Great, wonderful, amazing things are happening these days!

The most exciting by far is the Kickstarter project that was launched at the beginning of April. (My kids put the whole thing together- including the video and slide show! I am so proud of them!) I set the goal at $5,000 and have surpassed that at almost $5,700 with 4 days still left!

I am so grateful that so many people believe in me and my business, whether they are friends, family or just someone who saw my story in the newspaper or online.  It’s phenomenal!

My business really will get a “Kick Start” and I will be able to rent a kitchen just around the corner and and be able to really crank out the biscotti!

Another great thing! A couple of days ago I found out I was the winner of an $800 Vocation Grant from Altrusa, International (Portland, ME). The money will go towards building my brand, logo design and labeling!

It’s all coming together! Now to get back to baking for my wholesale orders and prepping for the first Kennebunk Farmers’ Market on Saturday!
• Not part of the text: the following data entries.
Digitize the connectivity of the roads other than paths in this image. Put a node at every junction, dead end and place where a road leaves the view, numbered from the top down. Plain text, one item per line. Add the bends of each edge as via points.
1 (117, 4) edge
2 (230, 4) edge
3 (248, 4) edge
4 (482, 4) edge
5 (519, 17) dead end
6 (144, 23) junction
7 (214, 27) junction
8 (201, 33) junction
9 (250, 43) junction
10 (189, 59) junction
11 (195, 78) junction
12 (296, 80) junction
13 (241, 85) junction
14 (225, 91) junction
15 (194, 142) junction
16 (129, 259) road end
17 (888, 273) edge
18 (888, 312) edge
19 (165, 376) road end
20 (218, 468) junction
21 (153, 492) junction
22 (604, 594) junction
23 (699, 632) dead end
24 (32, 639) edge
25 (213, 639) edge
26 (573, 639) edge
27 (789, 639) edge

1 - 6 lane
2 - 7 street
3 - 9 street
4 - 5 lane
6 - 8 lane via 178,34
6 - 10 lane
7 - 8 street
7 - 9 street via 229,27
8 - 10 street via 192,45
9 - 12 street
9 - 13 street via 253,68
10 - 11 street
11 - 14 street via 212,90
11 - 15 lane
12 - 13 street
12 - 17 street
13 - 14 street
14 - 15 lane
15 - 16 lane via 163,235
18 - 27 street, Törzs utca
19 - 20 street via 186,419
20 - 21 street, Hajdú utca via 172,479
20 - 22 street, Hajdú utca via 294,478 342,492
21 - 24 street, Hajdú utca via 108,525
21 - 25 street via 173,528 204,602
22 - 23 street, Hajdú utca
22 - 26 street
Letter to Maine Appropriations and Financial Affairs Committee

Two years ago I headed to Augusta, Maine to testify before the Appropriations and Financial Affairs Committee on the importance of continued funding for the fantastic programs offered by Women, Work and Community. This year I’m busy baking (!) and am sending this letter to the Committee in my absence. I hope WWC receives the funding they need!

March 20, 2013

Representative Kathleen Chase and Members of the Appropriations and Financial Affairs Committee:

My name is Liz Mott, and I own Sunnyfield Farm and Baking Company in Wells. I am a 2010 graduate of the New Ventures Entrepreneurship Training program through the Maine Centers for Women, Work and Community (WWC). I understand you are facing serious budgetary challenges yet again and want to lend a personal perspective to the importance of the continued funding of these programs.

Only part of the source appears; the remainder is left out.